Nephrotoxicity refers to the adverse effects of drugs and other chemical agents on renal structure and function, representing a significant cause of both acute kidney injury and chronic kidney disease. The kidneys are particularly vulnerable to toxic injury due to their high blood flow, their role in concentrating and eliminating waste products and xenobiotics, and the presence of specialized transport systems that can accumulate toxic substances within renal tubular cells. Drug-induced nephrotoxicity accounts for approximately 20 to 60 percent of cases of hospital-acquired acute kidney injury and contributes substantially to morbidity, mortality, and healthcare costs.

Mechanisms of injury vary across nephrotoxic agents but commonly involve direct tubular toxicity, altered intraglomerular hemodynamics, interstitial nephritis, and crystalline nephropathy. Direct tubular toxicity occurs when drugs accumulate within proximal tubular epithelial cells, disrupting mitochondrial function, inducing oxidative stress, and triggering apoptosis or necrosis. Hemodynamically mediated injury results from drugs that alter renal blood flow and glomerular perfusion, reducing the glomerular filtration rate without necessarily causing structural damage. Acute interstitial nephritis is an inflammatory reaction to a drug, often with an allergic component, while crystalline nephropathy results from the precipitation of drugs or their metabolites within tubular lumens.

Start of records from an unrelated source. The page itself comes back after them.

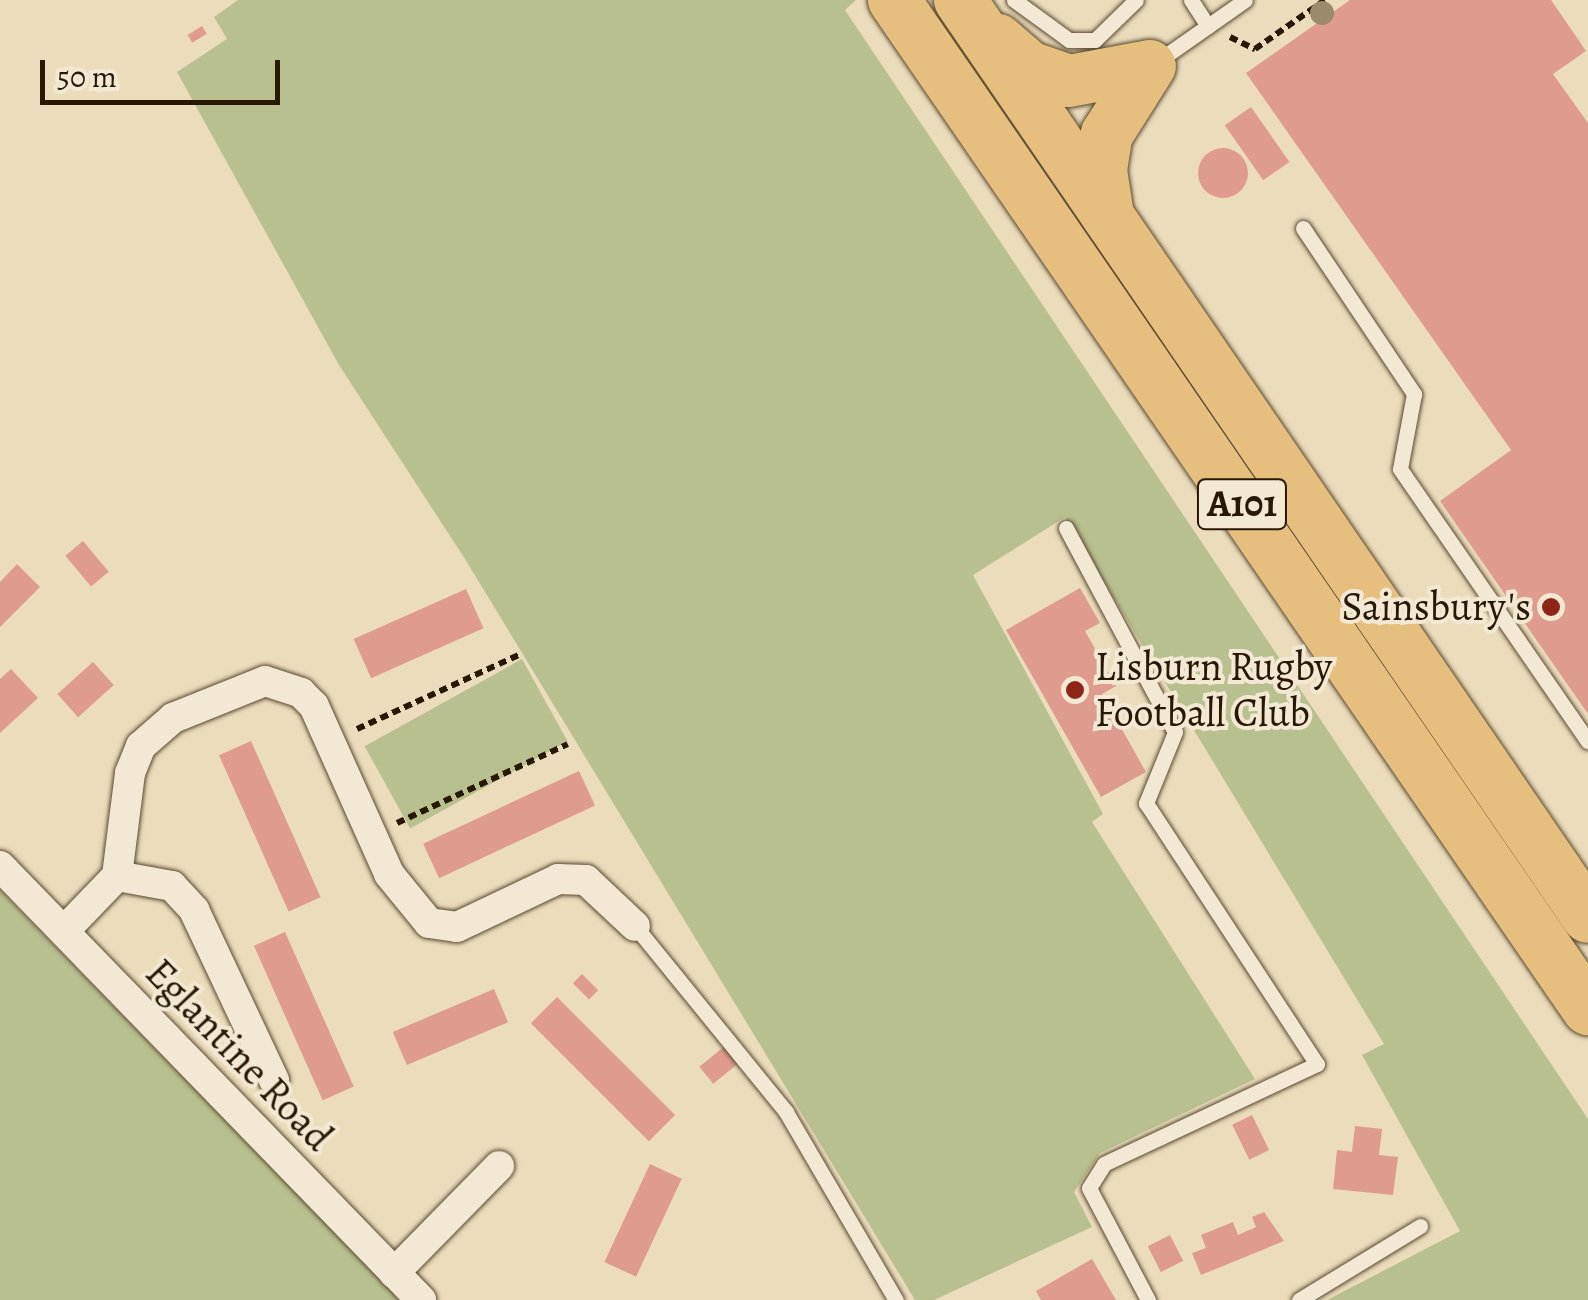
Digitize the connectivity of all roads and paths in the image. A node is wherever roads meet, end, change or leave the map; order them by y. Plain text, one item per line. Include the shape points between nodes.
1 (894, 0) edge
2 (1136, 0) edge
3 (1191, 0) edge
4 (1245, 0) edge
5 (1324, 0) edge
6 (983, 7) edge
7 (1208, 26) junction
8 (1150, 66) junction
9 (1108, 217) junction
10 (1303, 228) dead end
11 (1066, 528) dead end
12 (520, 655) dead end
13 (330, 741) junction
14 (1588, 742) edge
15 (568, 744) dead end
16 (372, 834) junction
17 (0, 866) edge
18 (117, 876) junction
19 (1588, 917) edge
20 (635, 926) joint
21 (64, 931) junction
22 (1588, 1009) edge
23 (274, 1080) dead end
24 (498, 1166) dead end
25 (1420, 1226) dead end
26 (394, 1273) junction
27 (421, 1300) edge
28 (896, 1300) edge
29 (1148, 1300) edge
30 (1299, 1300) edge

1 - 22 highway, A101
2 - 6 lane via 1095,40 1068,40
3 - 7 lane
4 - 7 lane
5 - 7 path via 1255,50
6 - 8 highway via 1029,66 1069,81
6 - 9 highway, A101
7 - 8 lane
8 - 9 highway via 1107,134 1101,170
9 - 19 highway, A101
10 - 14 lane via 1414,394 1400,469
11 - 29 lane via 1175,732 1146,803 1316,1064 1104,1164 1089,1188
12 - 13 path
13 - 16 street
13 - 18 street via 301,693 264,680 173,718 141,746 130,773
15 - 16 path
16 - 20 street via 389,874 428,923 456,927 558,879 586,880
17 - 21 street, Eglantine Road
18 - 21 street
18 - 23 street via 172,886 194,910
20 - 28 lane via 786,1112
21 - 26 street, Eglantine Road
24 - 26 street
25 - 30 lane
26 - 27 street, Eglantine Road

Causative agents span multiple drug classes. Aminoglycoside antibiotics — including gentamicin, tobramycin, and amikacin — accumulate in proximal tubular cells and cause non-oliguric acute kidney injury in 10 to 25 percent of treated patients. Risk factors include prolonged therapy, high doses, preexisting renal impairment, and concurrent use of other nephrotoxins. Nonsteroidal anti-inflammatory drugs (NSAIDs) reduce renal blood flow by inhibiting prostaglandin synthesis, leading to prerenal azotemia, and can also cause acute interstitial nephritis and papillary necrosis with chronic use. Contrast media, particularly older high-osmolality agents, cause contrast-induced nephropathy through renal vasoconstriction and direct tubular toxicity. Cisplatin accumulates in proximal tubular cells and produces dose-dependent nephrotoxicity that can be mitigated by aggressive hydration. Tenofovir disoproxil fumarate, an antiretroviral agent, causes proximal tubular dysfunction and Fanconi syndrome through mitochondrial toxicity.

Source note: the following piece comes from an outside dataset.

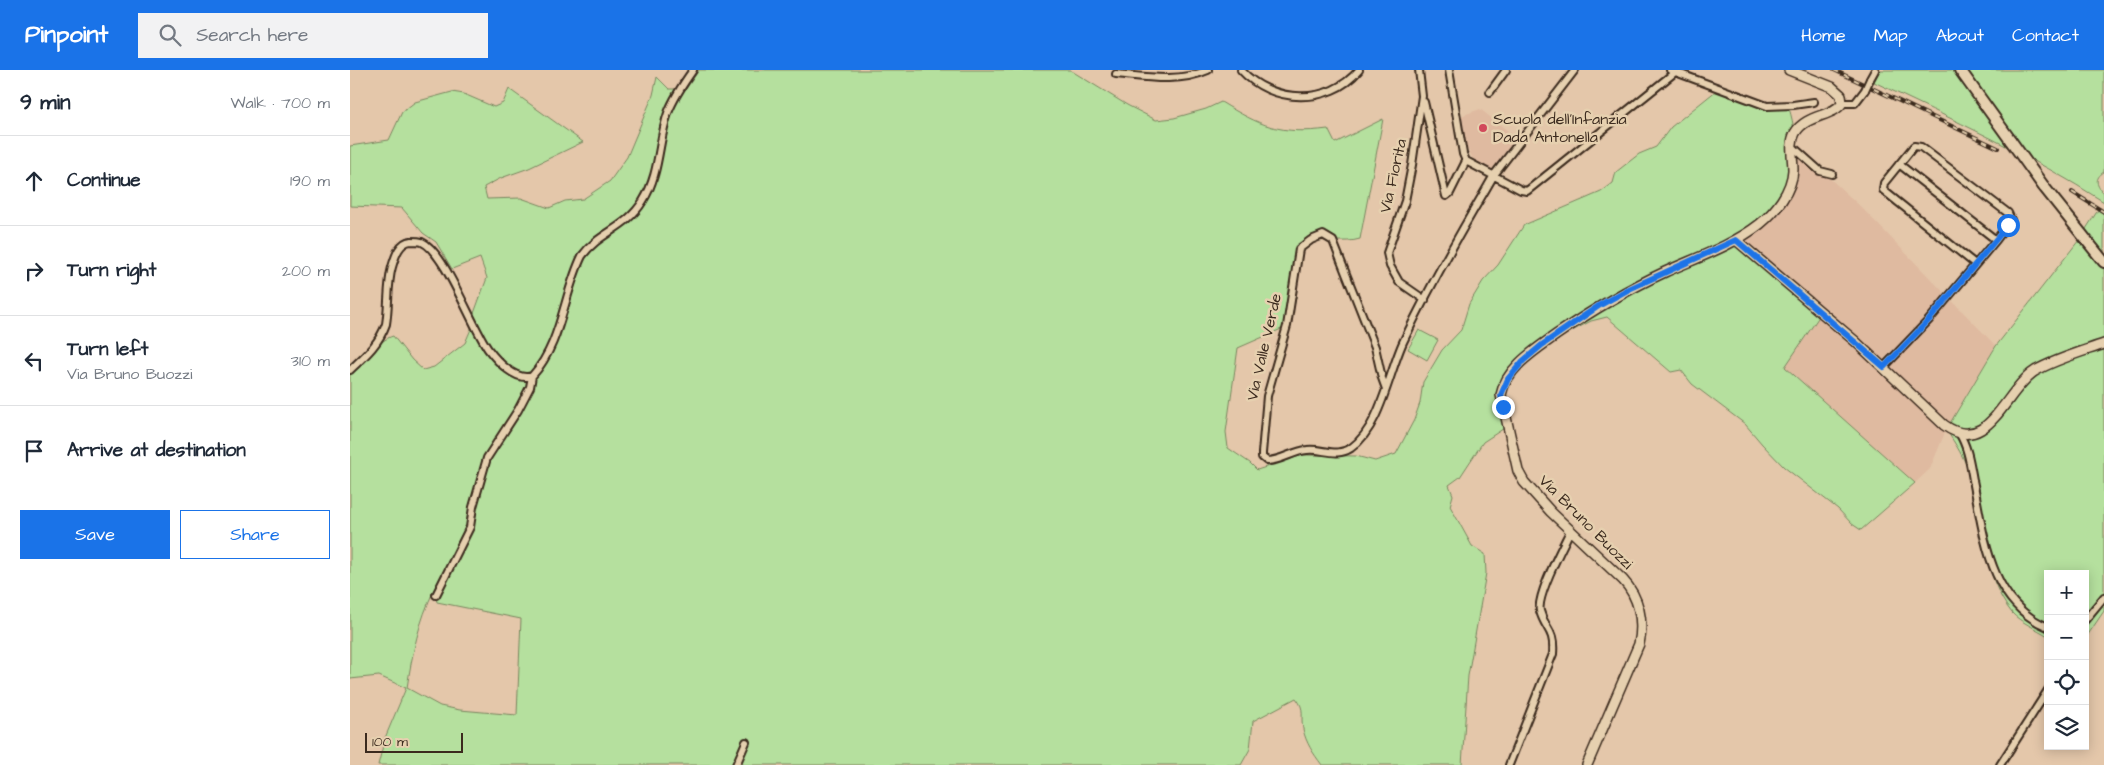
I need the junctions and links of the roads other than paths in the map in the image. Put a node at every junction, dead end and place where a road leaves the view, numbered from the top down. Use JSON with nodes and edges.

Clinical presentation depends on the mechanism and site of injury. Acute tubular necrosis presents with a rapid rise in serum creatinine, often occurring three to five days after exposure to the nephrotoxic agent. Urinalysis may reveal granular casts and renal tubular epithelial cells. Acute interstitial nephritis typically develops one to two weeks after drug exposure and may be accompanied by fever, rash, eosinophilia, and sterile pyuria. Hemodynamically mediated injury produces a rapid but reversible decline in renal function. Chronic tubulointerstitial disease develops insidiously over months to years of exposure, manifesting as gradually rising creatinine, electrolyte abnormalities, and signs of tubular dysfunction such as glycosuria, phosphaturia, and acidosis.

Diagnosis and monitoring rely on serial serum creatinine measurements, urinalysis, and calculation of the estimated glomerular filtration rate. Novel biomarkers such as neutrophil gelatinase-associated lipocalin (NGAL) and kidney injury molecule-1 (KIM-1) enable earlier detection of tubular injury before creatinine rises. Drug level monitoring is essential for aminoglycosides and other agents with narrow therapeutic indices. Imaging studies and renal biopsy may be indicated when the diagnosis is unclear or when recovery does not follow the expected course.

Prevention and management involve identifying high-risk patients, choosing less nephrotoxic alternatives when possible, adjusting doses for renal function, ensuring adequate hydration, and avoiding concurrent nephrotoxins. When nephrotoxicity develops, the offending agent should be discontinued or dose-reduced. Supportive measures include fluid and electrolyte management, avoidance of additional nephrotoxic insults, and, in severe cases, renal replacement therapy. Most drug-induced acute kidney injury is reversible if recognized promptly, though recovery may take weeks and some patients are left with permanent renal impairment.